## What is expected
Only the lines that contain the string "dead" belong in the answer; pull them from the records.

## Data for processing
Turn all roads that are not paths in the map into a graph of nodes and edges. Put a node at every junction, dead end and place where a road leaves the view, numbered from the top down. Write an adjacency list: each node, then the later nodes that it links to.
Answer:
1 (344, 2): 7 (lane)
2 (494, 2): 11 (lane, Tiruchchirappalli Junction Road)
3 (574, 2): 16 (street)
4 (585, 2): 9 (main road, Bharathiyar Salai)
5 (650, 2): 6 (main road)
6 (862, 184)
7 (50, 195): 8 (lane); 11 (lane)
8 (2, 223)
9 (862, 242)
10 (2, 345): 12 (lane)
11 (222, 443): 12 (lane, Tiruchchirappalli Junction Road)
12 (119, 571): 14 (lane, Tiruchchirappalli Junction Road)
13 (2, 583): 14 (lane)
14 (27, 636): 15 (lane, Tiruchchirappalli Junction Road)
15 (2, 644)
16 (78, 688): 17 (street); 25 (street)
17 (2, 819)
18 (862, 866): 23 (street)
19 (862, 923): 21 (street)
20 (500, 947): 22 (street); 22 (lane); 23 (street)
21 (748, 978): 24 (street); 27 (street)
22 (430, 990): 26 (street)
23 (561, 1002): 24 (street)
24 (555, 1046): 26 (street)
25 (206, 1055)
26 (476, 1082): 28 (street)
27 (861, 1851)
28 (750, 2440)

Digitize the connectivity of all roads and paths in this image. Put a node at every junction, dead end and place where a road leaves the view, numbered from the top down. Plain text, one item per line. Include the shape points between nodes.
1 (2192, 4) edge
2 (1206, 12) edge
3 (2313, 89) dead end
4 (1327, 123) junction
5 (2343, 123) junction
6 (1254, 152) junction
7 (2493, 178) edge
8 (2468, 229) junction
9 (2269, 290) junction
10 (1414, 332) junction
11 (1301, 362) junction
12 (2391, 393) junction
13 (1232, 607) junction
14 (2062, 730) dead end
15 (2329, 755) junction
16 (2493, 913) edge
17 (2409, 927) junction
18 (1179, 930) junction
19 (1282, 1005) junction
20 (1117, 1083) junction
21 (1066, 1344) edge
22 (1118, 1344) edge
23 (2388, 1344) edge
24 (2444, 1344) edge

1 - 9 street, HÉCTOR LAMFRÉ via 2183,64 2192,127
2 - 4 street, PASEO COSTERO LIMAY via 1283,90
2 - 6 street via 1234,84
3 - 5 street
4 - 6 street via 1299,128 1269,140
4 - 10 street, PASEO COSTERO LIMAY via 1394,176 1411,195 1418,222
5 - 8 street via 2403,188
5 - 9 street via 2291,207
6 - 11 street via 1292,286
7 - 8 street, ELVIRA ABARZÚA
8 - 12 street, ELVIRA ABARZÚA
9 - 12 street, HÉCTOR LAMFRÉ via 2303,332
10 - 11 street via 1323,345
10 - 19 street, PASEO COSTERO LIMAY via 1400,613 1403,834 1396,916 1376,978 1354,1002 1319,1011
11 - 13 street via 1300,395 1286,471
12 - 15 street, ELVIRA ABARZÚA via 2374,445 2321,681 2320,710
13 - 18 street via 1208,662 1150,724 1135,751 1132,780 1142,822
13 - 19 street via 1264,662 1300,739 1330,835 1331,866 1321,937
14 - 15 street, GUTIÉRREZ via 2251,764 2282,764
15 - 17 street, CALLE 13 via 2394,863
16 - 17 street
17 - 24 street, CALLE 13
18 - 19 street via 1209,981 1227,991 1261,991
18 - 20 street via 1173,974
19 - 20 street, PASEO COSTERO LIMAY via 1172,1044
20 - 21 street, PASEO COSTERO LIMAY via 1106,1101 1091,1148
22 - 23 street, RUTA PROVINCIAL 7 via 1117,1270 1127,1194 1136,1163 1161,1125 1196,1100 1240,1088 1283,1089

## The answer
Turn all roads that are not paths in the map into a graph of nodes and edges. Put a node at every junction, dead end and place where a road leaves the view, numbered from the top down. Write an adjacency list: each node, then the later nodes that it links to.
Digitize the connectivity of all roads and paths in this image. Put a node at every junction, dead end and place where a road leaves the view, numbered from the top down. Plain text, one item per line. Include the shape points between nodes.
3 (2313, 89) dead end
14 (2062, 730) dead end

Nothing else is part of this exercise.